:: Problem requirements ::
Which lines in the records below contain the word "红布正街"? Copy each of them.

**** Data records

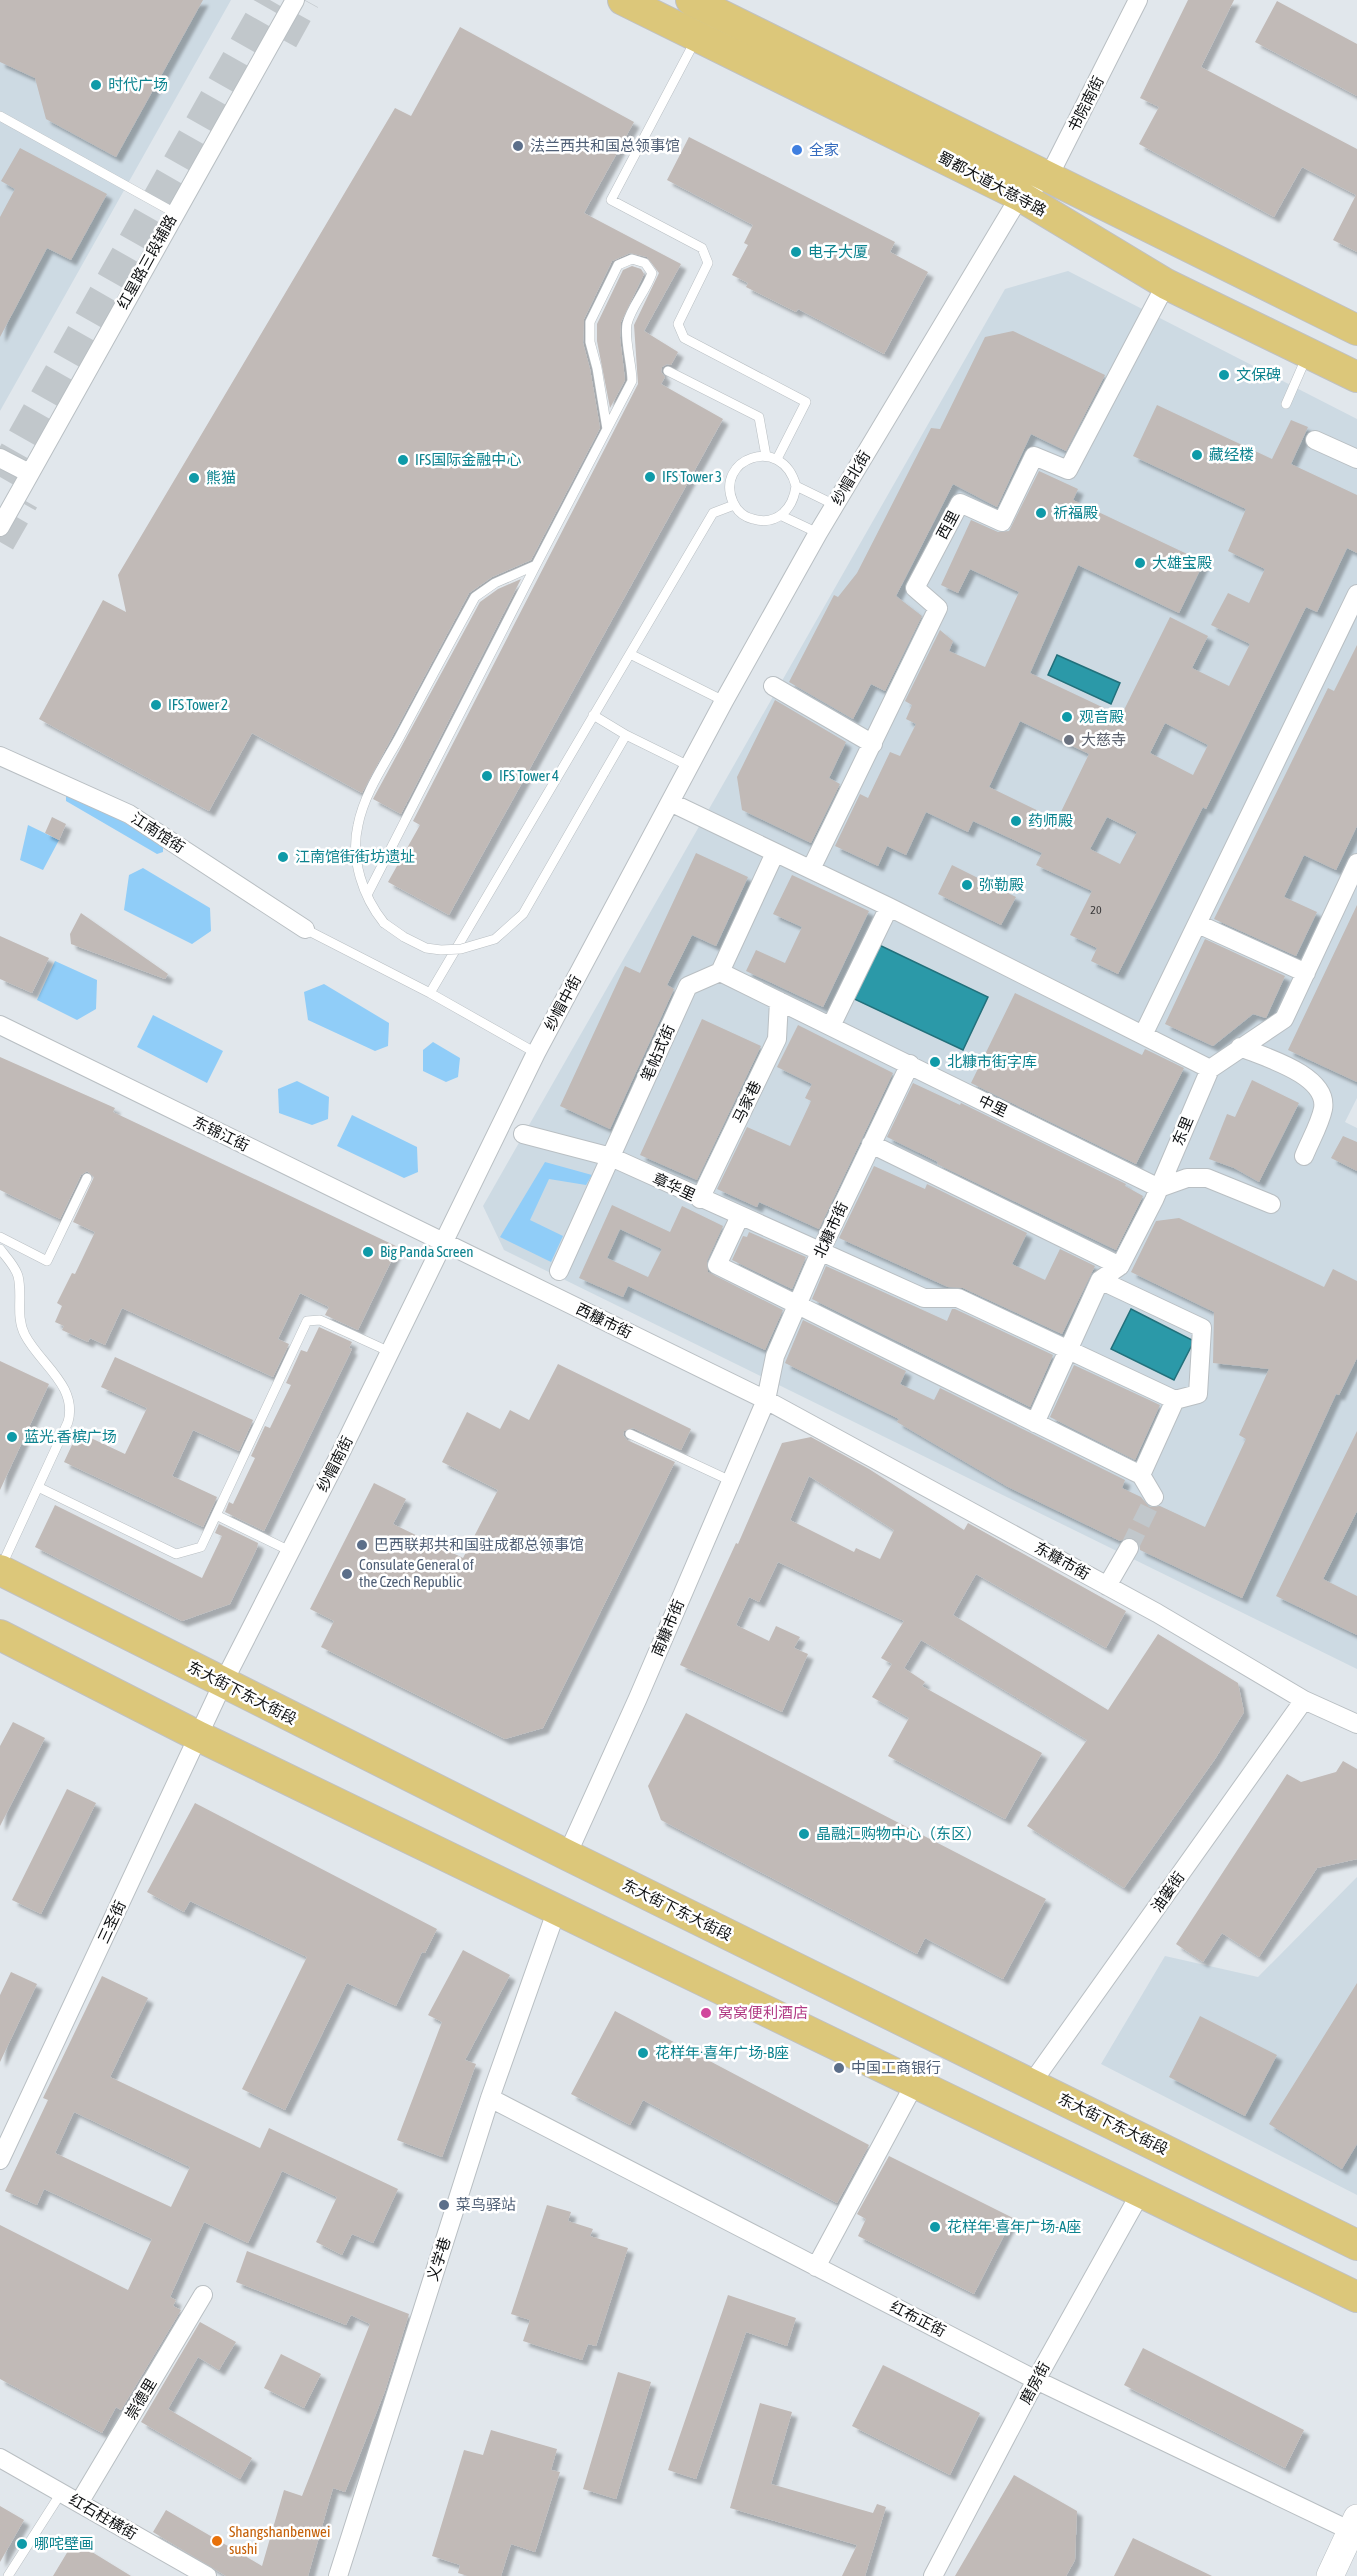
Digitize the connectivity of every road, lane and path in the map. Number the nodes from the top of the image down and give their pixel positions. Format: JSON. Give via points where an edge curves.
{"nodes":[{"id":1,"x":295,"y":0,"type":"edge"},
{"id":2,"x":623,"y":0,"type":"edge"},
{"id":3,"x":691,"y":0,"type":"edge"},
{"id":4,"x":1138,"y":0,"type":"edge"},
{"id":5,"x":697,"y":37,"type":"junction"},
{"id":6,"x":0,"y":116,"type":"edge"},
{"id":7,"x":1049,"y":177,"type":"junction"},
{"id":8,"x":1020,"y":196,"type":"junction"},
{"id":9,"x":175,"y":213,"type":"junction"},
{"id":10,"x":1166,"y":284,"type":"junction"},
{"id":11,"x":1357,"y":330,"type":"edge"},
{"id":12,"x":1308,"y":353,"type":"junction"},
{"id":13,"x":668,"y":371,"type":"dead end"},
{"id":14,"x":1357,"y":377,"type":"edge"},
{"id":15,"x":1286,"y":404,"type":"dead end"},
{"id":16,"x":607,"y":429,"type":"junction"},
{"id":17,"x":1314,"y":440,"type":"dead end"},
{"id":18,"x":766,"y":456,"type":"junction"},
{"id":19,"x":0,"y":458,"type":"edge"},
{"id":20,"x":777,"y":459,"type":"junction"},
{"id":21,"x":1357,"y":459,"type":"edge"},
{"id":22,"x":29,"y":473,"type":"junction"},
{"id":23,"x":796,"y":486,"type":"junction"},
{"id":24,"x":734,"y":505,"type":"junction"},
{"id":25,"x":835,"y":505,"type":"junction"},
{"id":26,"x":782,"y":516,"type":"junction"},
{"id":27,"x":0,"y":526,"type":"edge"},
{"id":28,"x":818,"y":533,"type":"junction"},
{"id":29,"x":536,"y":565,"type":"junction"},
{"id":30,"x":1357,"y":594,"type":"edge"},
{"id":31,"x":630,"y":654,"type":"junction"},
{"id":32,"x":773,"y":686,"type":"dead end"},
{"id":33,"x":724,"y":701,"type":"junction"},
{"id":34,"x":593,"y":715,"type":"junction"},
{"id":35,"x":626,"y":735,"type":"junction"},
{"id":36,"x":873,"y":744,"type":"junction"},
{"id":37,"x":0,"y":756,"type":"edge"},
{"id":38,"x":691,"y":767,"type":"junction"},
{"id":39,"x":672,"y":803,"type":"junction"},
{"id":40,"x":775,"y":853,"type":"junction"},
{"id":41,"x":1357,"y":863,"type":"edge"},
{"id":42,"x":811,"y":869,"type":"junction"},
{"id":43,"x":540,"y":882,"type":"dead end"},
{"id":44,"x":367,"y":895,"type":"junction"},
{"id":45,"x":889,"y":907,"type":"junction"},
{"id":46,"x":1198,"y":924,"type":"junction"},
{"id":47,"x":305,"y":929,"type":"joint"},
{"id":48,"x":461,"y":940,"type":"junction"},
{"id":49,"x":720,"y":972,"type":"junction"},
{"id":50,"x":1306,"y":973,"type":"junction"},
{"id":51,"x":430,"y":993,"type":"junction"},
{"id":52,"x":779,"y":1001,"type":"junction"},
{"id":53,"x":0,"y":1025,"type":"edge"},
{"id":54,"x":831,"y":1026,"type":"junction"},
{"id":55,"x":1143,"y":1035,"type":"junction"},
{"id":56,"x":1240,"y":1047,"type":"junction"},
{"id":57,"x":536,"y":1053,"type":"junction"},
{"id":58,"x":910,"y":1064,"type":"junction"},
{"id":59,"x":1210,"y":1069,"type":"junction"},
{"id":60,"x":523,"y":1134,"type":"dead end"},
{"id":61,"x":872,"y":1144,"type":"junction"},
{"id":62,"x":1304,"y":1156,"type":"dead end"},
{"id":63,"x":611,"y":1157,"type":"junction"},
{"id":64,"x":87,"y":1178,"type":"dead end"},
{"id":65,"x":1159,"y":1188,"type":"junction"},
{"id":66,"x":700,"y":1199,"type":"junction"},
{"id":67,"x":1271,"y":1204,"type":"dead end"},
{"id":68,"x":740,"y":1216,"type":"junction"},
{"id":69,"x":0,"y":1237,"type":"edge"},
{"id":70,"x":443,"y":1243,"type":"junction"},
{"id":71,"x":0,"y":1249,"type":"edge"},
{"id":72,"x":821,"y":1250,"type":"junction"},
{"id":73,"x":1120,"y":1266,"type":"junction"},
{"id":74,"x":559,"y":1271,"type":"dead end"},
{"id":75,"x":1100,"y":1280,"type":"junction"},
{"id":76,"x":797,"y":1305,"type":"junction"},
{"id":77,"x":1068,"y":1351,"type":"junction"},
{"id":78,"x":390,"y":1352,"type":"junction"},
{"id":79,"x":766,"y":1400,"type":"junction"},
{"id":80,"x":1175,"y":1400,"type":"junction"},
{"id":81,"x":1035,"y":1423,"type":"junction"},
{"id":82,"x":630,"y":1434,"type":"dead end"},
{"id":83,"x":1141,"y":1475,"type":"junction"},
{"id":84,"x":731,"y":1481,"type":"junction"},
{"id":85,"x":38,"y":1487,"type":"junction"},
{"id":86,"x":1154,"y":1497,"type":"dead end"},
{"id":87,"x":216,"y":1515,"type":"junction"},
{"id":88,"x":1130,"y":1548,"type":"tunnel mouth"},
{"id":89,"x":290,"y":1551,"type":"junction"},
{"id":90,"x":0,"y":1569,"type":"edge"},
{"id":91,"x":1107,"y":1586,"type":"junction"},
{"id":92,"x":0,"y":1635,"type":"edge"},
{"id":93,"x":223,"y":1683,"type":"junction"},
{"id":94,"x":1304,"y":1700,"type":"junction"},
{"id":95,"x":1357,"y":1724,"type":"edge"},
{"id":96,"x":198,"y":1736,"type":"junction"},
{"id":97,"x":567,"y":1855,"type":"junction"},
{"id":98,"x":557,"y":1909,"type":"junction"},
{"id":99,"x":915,"y":2083,"type":"junction"},
{"id":100,"x":1031,"y":2084,"type":"junction"},
{"id":101,"x":490,"y":2098,"type":"junction"},
{"id":102,"x":0,"y":2160,"type":"edge"},
{"id":103,"x":1141,"y":2192,"type":"junction"},
{"id":104,"x":1357,"y":2245,"type":"edge"},
{"id":105,"x":816,"y":2267,"type":"junction"},
{"id":106,"x":203,"y":2295,"type":"dead end"},
{"id":107,"x":1357,"y":2297,"type":"edge"},
{"id":108,"x":1036,"y":2380,"type":"junction"},
{"id":109,"x":0,"y":2458,"type":"edge"},
{"id":110,"x":61,"y":2493,"type":"junction"},
{"id":111,"x":79,"y":2503,"type":"junction"},
{"id":112,"x":1354,"y":2525,"type":"edge"},
{"id":113,"x":8,"y":2576,"type":"edge"},
{"id":114,"x":207,"y":2576,"type":"edge"},
{"id":115,"x":338,"y":2576,"type":"edge"},
{"id":116,"x":933,"y":2576,"type":"edge"},
{"id":117,"x":1330,"y":2576,"type":"edge"}],
"edges":[{"from":1,"to":9,"type":"street","name":"红星路三段辅路"},
{"from":2,"to":5,"type":"main road","name":"蜀都大道大慈寺路"},
{"from":3,"to":7,"type":"main road","name":"蜀都大道大慈寺路"},
{"from":4,"to":7,"type":"street","name":"书院南街"},
{"from":5,"to":8,"type":"main road","name":"蜀都大道大慈寺路"},
{"from":5,"to":20,"type":"lane","via":[[611,200],[702,248],[708,263],[678,324],[684,338],[806,402]]},
{"from":6,"to":9,"type":"lane"},
{"from":7,"to":8,"type":"street"},
{"from":7,"to":11,"type":"main road","name":"蜀都大道大慈寺路"},
{"from":8,"to":10,"type":"main road","name":"蜀都大道大慈寺路"},
{"from":8,"to":25,"type":"street","name":"纱帽北街"},
{"from":9,"to":22,"type":"street","name":"红星路三段辅路"},
{"from":10,"to":12,"type":"main road","name":"蜀都大道大慈寺路"},
{"from":10,"to":36,"type":"street","name":"西里","via":[[1068,470],[1034,456],[1002,522],[960,502],[915,588],[938,608]]},
{"from":12,"to":14,"type":"main road","name":"蜀都大道大慈寺路"},
{"from":12,"to":15,"type":"lane"},
{"from":13,"to":18,"type":"lane","via":[[759,417]]},
{"from":16,"to":16,"type":"lane","via":[[633,381],[627,324],[651,273],[645,263],[632,259],[618,265],[590,322],[590,342]]},
{"from":16,"to":29,"type":"lane"},
{"from":17,"to":21,"type":"street"},
{"from":18,"to":20,"type":"lane"},
{"from":18,"to":24,"type":"lane","via":[[755,456],[738,467],[730,485]]},
{"from":19,"to":22,"type":"street"},
{"from":20,"to":23,"type":"lane","via":[[787,465]]},
{"from":22,"to":27,"type":"street","name":"红星路三段辅路"},
{"from":23,"to":25,"type":"lane"},
{"from":23,"to":26,"type":"lane","via":[[795,497]]},
{"from":24,"to":26,"type":"lane","via":[[749,518],[760,521]]},
{"from":24,"to":31,"type":"lane","via":[[713,513]]},
{"from":25,"to":28,"type":"street","name":"纱帽北街"},
{"from":26,"to":28,"type":"lane"},
{"from":28,"to":33,"type":"street","name":"纱帽北街"},
{"from":29,"to":44,"type":"lane"},
{"from":29,"to":44,"type":"lane","via":[[495,583],[475,597],[372,786],[357,825],[357,862]]},
{"from":30,"to":46,"type":"street"},
{"from":31,"to":33,"type":"lane"},
{"from":31,"to":34,"type":"lane"},
{"from":32,"to":36,"type":"street"},
{"from":33,"to":38,"type":"street","name":"纱帽北街"},
{"from":34,"to":35,"type":"lane"},
{"from":34,"to":48,"type":"lane"},
{"from":35,"to":38,"type":"lane"},
{"from":35,"to":44,"type":"lane","bridge":true,"via":[[523,915],[495,939],[461,949],[426,948],[384,923]]},
{"from":36,"to":42,"type":"street","name":"西里"},
{"from":37,"to":47,"type":"street","name":"江南馆街","via":[[129,814]]},
{"from":38,"to":39,"type":"street","name":"纱帽中街"},
{"from":39,"to":40,"type":"street"},
{"from":39,"to":57,"type":"street","name":"纱帽中街"},
{"from":40,"to":42,"type":"street"},
{"from":40,"to":49,"type":"street"},
{"from":41,"to":50,"type":"street"},
{"from":42,"to":45,"type":"street"},
{"from":43,"to":48,"type":"lane","via":[[522,914],[495,938],[478,945],[465,945]]},
{"from":45,"to":54,"type":"street"},
{"from":45,"to":55,"type":"street"},
{"from":46,"to":50,"type":"street"},
{"from":46,"to":55,"type":"street"},
{"from":47,"to":51,"type":"lane"},
{"from":48,"to":51,"type":"lane"},
{"from":49,"to":52,"type":"street","name":"中里"},
{"from":49,"to":63,"type":"street","name":"笔帖式街","via":[[688,986]]},
{"from":50,"to":56,"type":"street","via":[[1284,1019]]},
{"from":51,"to":57,"type":"lane"},
{"from":52,"to":54,"type":"street","name":"中里"},
{"from":52,"to":66,"type":"street","name":"马家巷","via":[[777,1039]]},
{"from":53,"to":70,"type":"street","name":"东锦江街"},
{"from":54,"to":58,"type":"street","name":"中里"},
{"from":55,"to":59,"type":"street"},
{"from":56,"to":59,"type":"street"},
{"from":56,"to":62,"type":"street","via":[[1306,1076],[1320,1091],[1323,1108]]},
{"from":57,"to":70,"type":"street","name":"纱帽中街"},
{"from":58,"to":61,"type":"street","name":"北糠市街"},
{"from":58,"to":65,"type":"street","name":"中里"},
{"from":59,"to":65,"type":"street","name":"东里"},
{"from":60,"to":63,"type":"street","name":"章华里"},
{"from":61,"to":72,"type":"street","name":"北糠市街"},
{"from":61,"to":73,"type":"street"},
{"from":63,"to":66,"type":"street","name":"章华里"},
{"from":63,"to":74,"type":"street","name":"笔帖式街"},
{"from":64,"to":69,"type":"lane","via":[[47,1261]]},
{"from":65,"to":67,"type":"street","via":[[1187,1178],[1207,1178]]},
{"from":65,"to":73,"type":"street","name":"东里"},
{"from":66,"to":68,"type":"street","name":"章华里"},
{"from":68,"to":72,"type":"street","name":"章华里"},
{"from":68,"to":76,"type":"street","via":[[717,1265]]},
{"from":70,"to":78,"type":"street","name":"纱帽南街"},
{"from":70,"to":79,"type":"street","name":"西糠市街"},
{"from":71,"to":85,"type":"lane","via":[[18,1276],[23,1331],[70,1399],[68,1422]]},
{"from":72,"to":76,"type":"street","name":"北糠市街"},
{"from":72,"to":77,"type":"street","name":"章华里","via":[[924,1298],[958,1298]]},
{"from":73,"to":75,"type":"street","name":"东里"},
{"from":75,"to":77,"type":"street"},
{"from":75,"to":80,"type":"street","via":[[1202,1328],[1198,1394]]},
{"from":76,"to":79,"type":"street","name":"北糠市街","via":[[775,1356]]},
{"from":76,"to":81,"type":"street"},
{"from":77,"to":80,"type":"street","name":"章华里"},
{"from":77,"to":81,"type":"street"},
{"from":78,"to":87,"type":"lane","via":[[320,1320],[307,1321]]},
{"from":78,"to":89,"type":"street","name":"纱帽南街"},
{"from":79,"to":84,"type":"street","name":"南糠市街"},
{"from":79,"to":91,"type":"street","name":"东糠市街"},
{"from":80,"to":83,"type":"street"},
{"from":81,"to":83,"type":"street"},
{"from":82,"to":84,"type":"lane"},
{"from":83,"to":86,"type":"street"},
{"from":84,"to":97,"type":"street","name":"南糠市街"},
{"from":85,"to":87,"type":"lane","via":[[176,1554],[201,1547]]},
{"from":85,"to":90,"type":"lane"},
{"from":87,"to":89,"type":"lane"},
{"from":88,"to":91,"type":"street"},
{"from":89,"to":93,"type":"street","name":"纱帽南街"},
{"from":90,"to":93,"type":"main road","name":"东大街下东大街段"},
{"from":91,"to":94,"type":"street","name":"东糠市街"},
{"from":92,"to":96,"type":"main road"},
{"from":93,"to":96,"type":"street","name":"三圣街"},
{"from":93,"to":97,"type":"main road","name":"东大街下东大街段"},
{"from":94,"to":95,"type":"street","name":"东糠市街"},
{"from":94,"to":100,"type":"street","name":"油篓街"},
{"from":96,"to":98,"type":"main road"},
{"from":96,"to":102,"type":"street","name":"三圣街"},
{"from":97,"to":100,"type":"main road","name":"东大街下东大街段"},
{"from":98,"to":99,"type":"main road"},
{"from":98,"to":101,"type":"street","name":"义学巷"},
{"from":99,"to":103,"type":"main road"},
{"from":99,"to":105,"type":"street"},
{"from":100,"to":104,"type":"main road","name":"东大街下东大街段"},
{"from":101,"to":105,"type":"street","name":"红布正街"},
{"from":101,"to":115,"type":"street","name":"义学巷"},
{"from":103,"to":107,"type":"main road"},
{"from":103,"to":108,"type":"street","name":"磨房街"},
{"from":105,"to":108,"type":"street","name":"红布正街"},
{"from":106,"to":111,"type":"street","name":"崇德里"},
{"from":108,"to":112,"type":"street","name":"红布正街"},
{"from":108,"to":116,"type":"street","name":"磨房街"},
{"from":109,"to":110,"type":"street","name":"红石柱横街"},
{"from":110,"to":111,"type":"street","name":"红石柱横街"},
{"from":110,"to":113,"type":"lane"},
{"from":111,"to":114,"type":"street","name":"红石柱横街"},
{"from":112,"to":117,"type":"street"}]}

********

:: Task solution ::
{"from":101,"to":105,"type":"street","name":"红布正街"},
{"from":105,"to":108,"type":"street","name":"红布正街"},
{"from":108,"to":112,"type":"street","name":"红布正街"},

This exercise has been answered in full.